Additionally, we engaged with firms operating in similar fields to understand the current industrial
challenges and pitfalls they have faced, gaining critical insights that informed our approach. This
collaborative effort extended to potential end-users, as we sought to understand their primary concerns
and preferences. By incorporating their feedback, we meticulously refined our project to address these
factors, ensuring thoughtful and effective implementation.
By actively listening to the concerns and suggestions of those we reached out to, we were able to pivot
our approach based on real-world needs rather than assumptions. For example, feedback from community
discussions highlighted specific challenges faced by potential users, prompting us to adapt our solution
for better accessibility and effectiveness.

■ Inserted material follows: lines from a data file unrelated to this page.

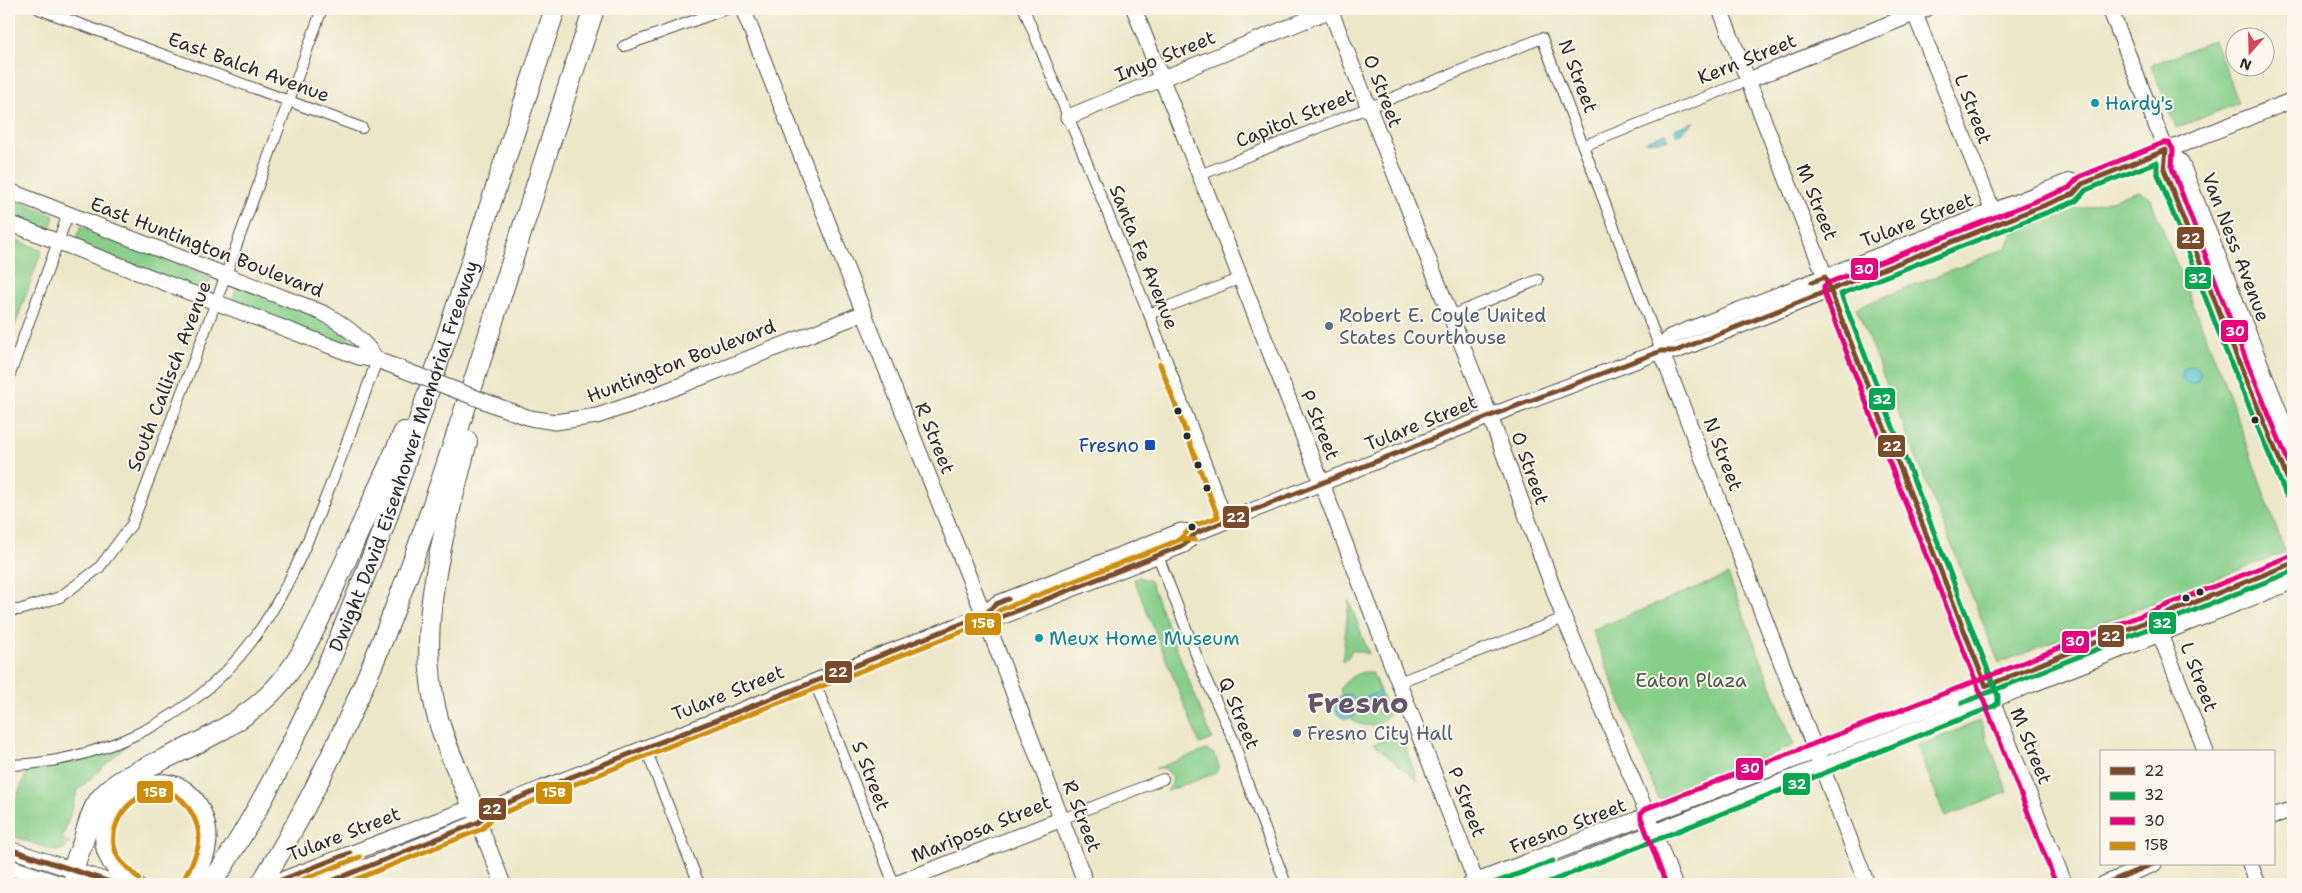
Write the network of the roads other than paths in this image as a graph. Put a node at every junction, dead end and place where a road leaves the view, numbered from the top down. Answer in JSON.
{"nodes":[{"id":1,"x":39,"y":9,"type":"edge"},
{"id":2,"x":322,"y":9,"type":"edge"},
{"id":3,"x":555,"y":9,"type":"edge"},
{"id":4,"x":594,"y":9,"type":"edge"},
{"id":5,"x":726,"y":9,"type":"edge"},
{"id":6,"x":744,"y":9,"type":"edge"},
{"id":7,"x":1024,"y":9,"type":"edge"},
{"id":8,"x":1134,"y":9,"type":"edge"},
{"id":9,"x":1331,"y":9,"type":"edge"},
{"id":10,"x":1720,"y":9,"type":"edge"},
{"id":11,"x":2110,"y":9,"type":"edge"},
{"id":12,"x":1918,"y":10,"type":"edge"},
{"id":13,"x":1542,"y":38,"type":"joint"},
{"id":14,"x":624,"y":46,"type":"dead end"},
{"id":15,"x":1162,"y":79,"type":"junction"},
{"id":16,"x":1749,"y":80,"type":"junction"},
{"id":17,"x":288,"y":100,"type":"junction"},
{"id":18,"x":2293,"y":100,"type":"edge"},
{"id":19,"x":1368,"y":108,"type":"junction"},
{"id":20,"x":1068,"y":117,"type":"junction"},
{"id":21,"x":362,"y":128,"type":"dead end"},
{"id":22,"x":1583,"y":146,"type":"junction"},
{"id":23,"x":2166,"y":150,"type":"junction"},
{"id":24,"x":1200,"y":175,"type":"junction"},
{"id":25,"x":9,"y":191,"type":"edge"},
{"id":26,"x":68,"y":214,"type":"junction"},
{"id":27,"x":1995,"y":217,"type":"junction"},
{"id":28,"x":9,"y":223,"type":"edge"},
{"id":29,"x":2185,"y":223,"type":"junction"},
{"id":30,"x":59,"y":243,"type":"junction"},
{"id":31,"x":226,"y":274,"type":"junction"},
{"id":32,"x":1241,"y":278,"type":"junction"},
{"id":33,"x":2228,"y":279,"type":"junction"},
{"id":34,"x":1538,"y":280,"type":"dead end"},
{"id":35,"x":1828,"y":283,"type":"junction"},
{"id":36,"x":503,"y":288,"type":"junction"},
{"id":37,"x":216,"y":302,"type":"junction"},
{"id":38,"x":864,"y":313,"type":"junction"},
{"id":39,"x":1149,"y":314,"type":"junction"},
{"id":40,"x":1450,"y":316,"type":"junction"},
{"id":41,"x":451,"y":328,"type":"junction"},
{"id":42,"x":1661,"y":351,"type":"junction"},
{"id":43,"x":377,"y":360,"type":"junction"},
{"id":44,"x":9,"y":378,"type":"edge"},
{"id":45,"x":1490,"y":416,"type":"junction"},
{"id":46,"x":2293,"y":447,"type":"edge"},
{"id":47,"x":1322,"y":483,"type":"junction"},
{"id":48,"x":2293,"y":492,"type":"edge"},
{"id":49,"x":1228,"y":521,"type":"junction"},
{"id":50,"x":1196,"y":534,"type":"junction"},
{"id":51,"x":1158,"y":556,"type":"junction"},
{"id":52,"x":2293,"y":564,"type":"edge"},
{"id":53,"x":2293,"y":581,"type":"edge"},
{"id":54,"x":9,"y":610,"type":"edge"},
{"id":55,"x":984,"y":615,"type":"junction"},
{"id":56,"x":1564,"y":618,"type":"junction"},
{"id":57,"x":2153,"y":618,"type":"junction"},
{"id":58,"x":2132,"y":626,"type":"junction"},
{"id":59,"x":2160,"y":633,"type":"junction"},
{"id":60,"x":2062,"y":673,"type":"junction"},
{"id":61,"x":814,"y":680,"type":"junction"},
{"id":62,"x":1399,"y":682,"type":"junction"},
{"id":63,"x":1988,"y":693,"type":"junction"},
{"id":64,"x":645,"y":747,"type":"junction"},
{"id":65,"x":2205,"y":750,"type":"edge"},
{"id":66,"x":1818,"y":759,"type":"junction"},
{"id":67,"x":9,"y":764,"type":"edge"},
{"id":68,"x":1163,"y":779,"type":"dead end"},
{"id":69,"x":2293,"y":809,"type":"edge"},
{"id":70,"x":480,"y":813,"type":"junction"},
{"id":71,"x":1648,"y":816,"type":"junction"},
{"id":72,"x":2274,"y":816,"type":"edge"},
{"id":73,"x":1062,"y":819,"type":"junction"},
{"id":74,"x":1655,"y":832,"type":"junction"},
{"id":75,"x":9,"y":849,"type":"edge"},
{"id":76,"x":9,"y":855,"type":"edge"},
{"id":77,"x":2149,"y":866,"type":"edge"},
{"id":78,"x":2251,"y":866,"type":"edge"},
{"id":79,"x":9,"y":867,"type":"edge"},
{"id":80,"x":24,"y":872,"type":"junction"},
{"id":81,"x":70,"y":880,"type":"edge"},
{"id":82,"x":329,"y":883,"type":"edge"},
{"id":83,"x":38,"y":884,"type":"edge"},
{"id":84,"x":116,"y":884,"type":"edge"},
{"id":85,"x":134,"y":884,"type":"edge"},
{"id":86,"x":190,"y":884,"type":"edge"},
{"id":87,"x":212,"y":884,"type":"edge"},
{"id":88,"x":260,"y":884,"type":"edge"},
{"id":89,"x":271,"y":884,"type":"edge"},
{"id":90,"x":503,"y":884,"type":"edge"},
{"id":91,"x":699,"y":884,"type":"edge"},
{"id":92,"x":895,"y":884,"type":"edge"},
{"id":93,"x":1086,"y":884,"type":"edge"},
{"id":94,"x":1286,"y":884,"type":"edge"},
{"id":95,"x":1475,"y":884,"type":"edge"},
{"id":96,"x":1524,"y":884,"type":"edge"},
{"id":97,"x":1674,"y":884,"type":"edge"},
{"id":98,"x":1867,"y":884,"type":"edge"},
{"id":99,"x":2064,"y":884,"type":"edge"},
{"id":100,"x":2104,"y":884,"type":"edge"},
{"id":101,"x":2258,"y":884,"type":"edge"}],
"edges":[{"from":1,"to":17,"type":"street","name":"East Balch Avenue"},
{"from":2,"to":17,"type":"street","name":"South Callisch Avenue"},
{"from":3,"to":41,"type":"highway","name":"Dwight David Eisenhower Memorial Freeway"},
{"from":4,"to":36,"type":"highway","name":"Dwight David Eisenhower Memorial Freeway"},
{"from":5,"to":14,"type":"street"},
{"from":6,"to":38,"type":"main road","name":"R Street"},
{"from":7,"to":20,"type":"street","name":"Santa Fe Avenue"},
{"from":8,"to":15,"type":"main road","name":"P Street"},
{"from":9,"to":15,"type":"main road","name":"Inyo Street"},
{"from":9,"to":19,"type":"main road","name":"O Street"},
{"from":10,"to":16,"type":"main road","name":"M Street"},
{"from":11,"to":23,"type":"main road","name":"Van Ness Avenue"},
{"from":12,"to":16,"type":"main road","name":"Kern Street"},
{"from":12,"to":27,"type":"main road","name":"L Street"},
{"from":13,"to":19,"type":"street","name":"Capitol Street"},
{"from":13,"to":22,"type":"street","name":"N Street"},
{"from":15,"to":20,"type":"main road","name":"Inyo Street"},
{"from":15,"to":24,"type":"main road","name":"P Street"},
{"from":16,"to":22,"type":"street","name":"Kern Street"},
{"from":16,"to":35,"type":"main road","name":"M Street"},
{"from":17,"to":21,"type":"street","name":"East Balch Avenue"},
{"from":17,"to":31,"type":"street","name":"South Callisch Avenue"},
{"from":18,"to":23,"type":"main road","name":"Tulare Street"},
{"from":19,"to":24,"type":"street","name":"Capitol Street"},
{"from":19,"to":40,"type":"main road","name":"O Street"},
{"from":20,"to":39,"type":"street","name":"Santa Fe Avenue"},
{"from":22,"to":42,"type":"street","name":"N Street"},
{"from":23,"to":27,"type":"main road","name":"Tulare Street"},
{"from":23,"to":29,"type":"main road","name":"Van Ness Avenue"},
{"from":23,"to":33,"type":"main road","name":"Van Ness Avenue"},
{"from":24,"to":32,"type":"main road","name":"P Street"},
{"from":25,"to":26,"type":"main road","name":"East Huntington Boulevard"},
{"from":26,"to":30,"type":"street"},
{"from":26,"to":31,"type":"main road","name":"East Huntington Boulevard"},
{"from":27,"to":35,"type":"main road","name":"Tulare Street"},
{"from":28,"to":30,"type":"main road"},
{"from":29,"to":33,"type":"main road"},
{"from":29,"to":48,"type":"main road","name":"Van Ness Avenue"},
{"from":30,"to":37,"type":"main road"},
{"from":30,"to":44,"type":"street"},
{"from":31,"to":37,"type":"street","name":"South Callisch Avenue"},
{"from":31,"to":43,"type":"main road","name":"East Huntington Boulevard"},
{"from":32,"to":39,"type":"street"},
{"from":32,"to":47,"type":"main road","name":"P Street"},
{"from":33,"to":46,"type":"main road","name":"Van Ness Avenue"},
{"from":34,"to":40,"type":"street"},
{"from":35,"to":42,"type":"main road","name":"Tulare Street"},
{"from":35,"to":63,"type":"main road","name":"M Street"},
{"from":36,"to":70,"type":"highway"},
{"from":36,"to":88,"type":"highway","name":"Dwight David Eisenhower Memorial Freeway"},
{"from":37,"to":43,"type":"main road"},
{"from":37,"to":54,"type":"street","name":"South Callisch Avenue"},
{"from":38,"to":43,"type":"main road","name":"Huntington Boulevard","bridge":true},
{"from":38,"to":55,"type":"main road","name":"R Street"},
{"from":39,"to":49,"type":"street","name":"Santa Fe Avenue"},
{"from":40,"to":45,"type":"main road","name":"O Street"},
{"from":41,"to":81,"type":"highway"},
{"from":41,"to":87,"type":"highway","name":"Dwight David Eisenhower Memorial Freeway"},
{"from":42,"to":45,"type":"main road","name":"Tulare Street"},
{"from":42,"to":66,"type":"main road","name":"N Street"},
{"from":43,"to":67,"type":"street"},
{"from":45,"to":47,"type":"main road","name":"Tulare Street"},
{"from":45,"to":56,"type":"main road","name":"O Street"},
{"from":47,"to":49,"type":"main road","name":"Tulare Street"},
{"from":47,"to":62,"type":"main road","name":"P Street"},
{"from":49,"to":50,"type":"main road","name":"Tulare Street"},
{"from":50,"to":51,"type":"main road","name":"Tulare Street"},
{"from":50,"to":55,"type":"main road","name":"Tulare Street"},
{"from":51,"to":55,"type":"main road","name":"Tulare Street"},
{"from":51,"to":94,"type":"street","name":"Q Street"},
{"from":52,"to":57,"type":"main road","name":"Fresno Street"},
{"from":53,"to":59,"type":"main road","name":"Fresno Street"},
{"from":55,"to":61,"type":"main road","name":"Tulare Street"},
{"from":55,"to":73,"type":"main road","name":"R Street"},
{"from":56,"to":62,"type":"street"},
{"from":56,"to":71,"type":"main road","name":"O Street"},
{"from":57,"to":58,"type":"main road","name":"Fresno Street"},
{"from":57,"to":59,"type":"main road","name":"L Street"},
{"from":58,"to":60,"type":"main road"},
{"from":58,"to":63,"type":"main road","name":"Fresno Street"},
{"from":59,"to":60,"type":"main road","name":"Fresno Street"},
{"from":59,"to":65,"type":"main road","name":"L Street"},
{"from":60,"to":63,"type":"main road","name":"Fresno Street"},
{"from":61,"to":64,"type":"main road","name":"Tulare Street"},
{"from":61,"to":92,"type":"street","name":"S Street"},
{"from":62,"to":95,"type":"main road","name":"P Street"},
{"from":63,"to":66,"type":"main road","name":"Fresno Street"},
{"from":63,"to":99,"type":"main road","name":"M Street"},
{"from":64,"to":70,"type":"main road","name":"Tulare Street"},
{"from":64,"to":91,"type":"street"},
{"from":66,"to":71,"type":"main road","name":"Fresno Street"},
{"from":66,"to":74,"type":"main road","name":"Fresno Street"},
{"from":66,"to":98,"type":"main road","name":"N Street"},
{"from":68,"to":73,"type":"street","name":"Mariposa Street"},
{"from":69,"to":72,"type":"main road"},
{"from":70,"to":82,"type":"main road","name":"Tulare Street"},
{"from":70,"to":89,"type":"main road","name":"Tulare Street"},
{"from":70,"to":90,"type":"main road"},
{"from":71,"to":74,"type":"main road","name":"O Street"},
{"from":71,"to":95,"type":"main road","name":"Fresno Street"},
{"from":73,"to":92,"type":"main road","name":"Mariposa Street"},
{"from":73,"to":93,"type":"main road","name":"R Street"},
{"from":74,"to":96,"type":"main road","name":"Fresno Street"},
{"from":74,"to":97,"type":"main road","name":"O Street"},
{"from":75,"to":81,"type":"main road"},
{"from":76,"to":80,"type":"main road"},
{"from":77,"to":100,"type":"main road"},
{"from":78,"to":101,"type":"main road"},
{"from":79,"to":80,"type":"main road"},
{"from":80,"to":81,"type":"main road"},
{"from":80,"to":83,"type":"main road"},
{"from":81,"to":84,"type":"main road"},
{"from":85,"to":86,"type":"highway"}]}
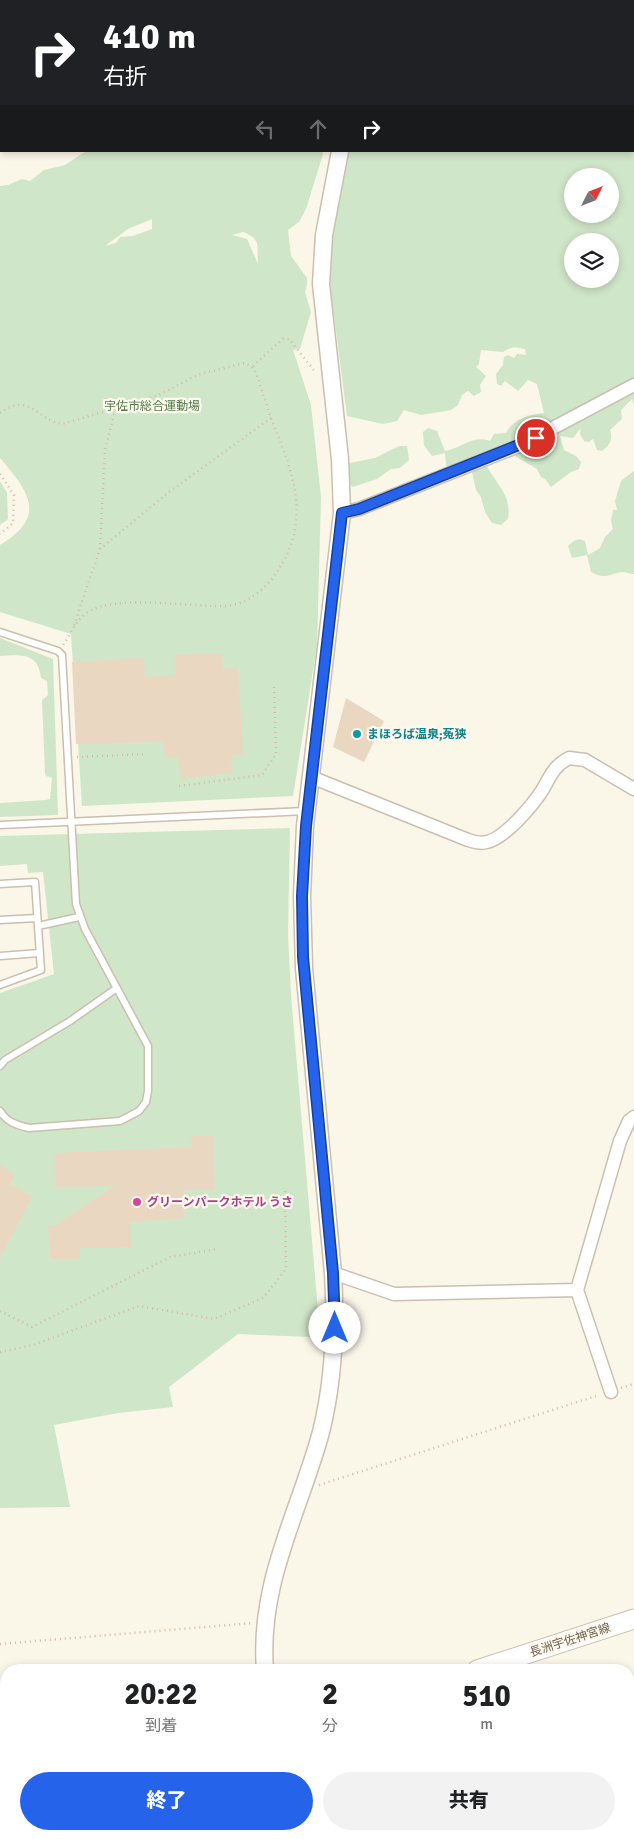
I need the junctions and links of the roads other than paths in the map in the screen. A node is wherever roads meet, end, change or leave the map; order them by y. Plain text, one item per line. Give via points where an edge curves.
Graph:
1 (340, 152) edge
2 (634, 385) edge
3 (342, 513) junction
4 (0, 632) edge
5 (311, 777) junction
6 (634, 789) edge
7 (307, 811) junction
8 (71, 822) junction
9 (0, 824) edge
10 (0, 884) edge
11 (79, 916) junction
12 (37, 918) junction
13 (0, 920) edge
14 (38, 926) junction
15 (40, 953) junction
16 (0, 956) edge
17 (0, 985) edge
18 (116, 988) junction
19 (0, 1066) edge
20 (0, 1111) edge
21 (634, 1117) edge
22 (333, 1273) junction
23 (577, 1290) junction
24 (610, 1392) road end
25 (634, 1619) edge
26 (265, 1664) edge
27 (495, 1664) edge

1 - 3 street via 320,264 322,313 340,459
2 - 3 street via 519,446
3 - 5 street
4 - 8 lane via 62,654
5 - 6 street via 468,840 483,843 494,840 524,814 553,769 569,758 585,760
5 - 7 street
7 - 8 lane
7 - 22 street via 302,865 303,946
8 - 9 lane
8 - 11 lane
10 - 12 lane via 35,882
11 - 14 lane
11 - 18 lane
12 - 13 lane
12 - 14 lane
14 - 15 lane
15 - 16 lane
15 - 17 lane via 41,970
18 - 19 lane
18 - 20 lane via 148,1046 148,1091 146,1102 139,1111 120,1121 29,1128 15,1124
21 - 23 street via 620,1141
22 - 23 street via 394,1294
22 - 26 street via 335,1328 331,1376 320,1432 275,1571 265,1622
23 - 24 street
25 - 27 main road, 長洲宇佐神宮線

Throughout our project, we dedicated considerable effort to modelling, developing three separate models
that contributes significantly to our engineering cycles and in silico experimental predictions.
We worked on several approaches to computationally investigate the complex DHA production pathway,
including utilization of existing genome scale metabolic models and building a simplified kinetic model
from scratch. With extensive prior research effort in understanding the mechanism of PUFA synthase to
the best of current knowledge, we proposed a possible branched pathway that leads to the production of
the enzyme complex’s two major products. The proposed pathway was then implemented into the models,
which were proven to be functional in predicting the DHA yield.
Genome scale metabolic models considers the complex metabolic network of Y. lipolytica, enabling
us to
predict the effect of introducing a brand-new gene cluster associated with foreign metabolic pathways.
Flux balance analysis is performed to analyze the metabolic fluxes and optimize conditions for enhanced
DHA production. Further analysis may also be performed on the model to identify
upregulation/downregulation of expression of certain genes that may increase the flux of DHA, providing
future optimization directions.
Our simplified DHA Yield Model is built with ordinary differential equations upon reasonable assumptions,
and its parameters are predicted by comprehensive deep learning methods. While the genome scale
metabolic model effectively predicts the behavior of the pathway within Y. lipolytica, the DHA yield
model focuses more on the mathematical aspect of the enzymatic pathway itself. Our DHA yield model is
proven to be functional and provides a base model with reasonably predicted initial parameters for
future research work on our PUFA synthase. Future experimental data may be fitted to the model for
validation and further tuning of parameters to increase the accuracy of the model.
Genome Scale Metabolic Model simulations not only provided insight into optimization of DHA production,
but also potentially negative relationships between crucial reactions, such as the correlation between
growth and DHA production. We observed that growth may be hindered when DHA production is maximized, and
vice versa, hence the proposal of a stage control strategy, separating yeast growth and lipids
production. To model this process, we
constructed a batch reactor model based on ordinary differential equations optimize the growth and
production of lipids in Y. lipolytica. Validated by experimental data, the model is proven able to
predict correctly that utilizing glycerol as the carbon source would allow the culture to reach mid
exponential phase earlier, suggesting that it would shorten the growth-production cycles, effectively
increasing the efficiency of the overall DHA production process.
In summary, our comprehensive modeling efforts provided us significant insights into the mechanism and
behaviour of DHA production pathways and the metabolism of Y. lipolytica. Our models would serve as a
great framework and reference for future research. It holds great potential, and validation with
experimental results that are to be generated in our future plan would improve its accuracy.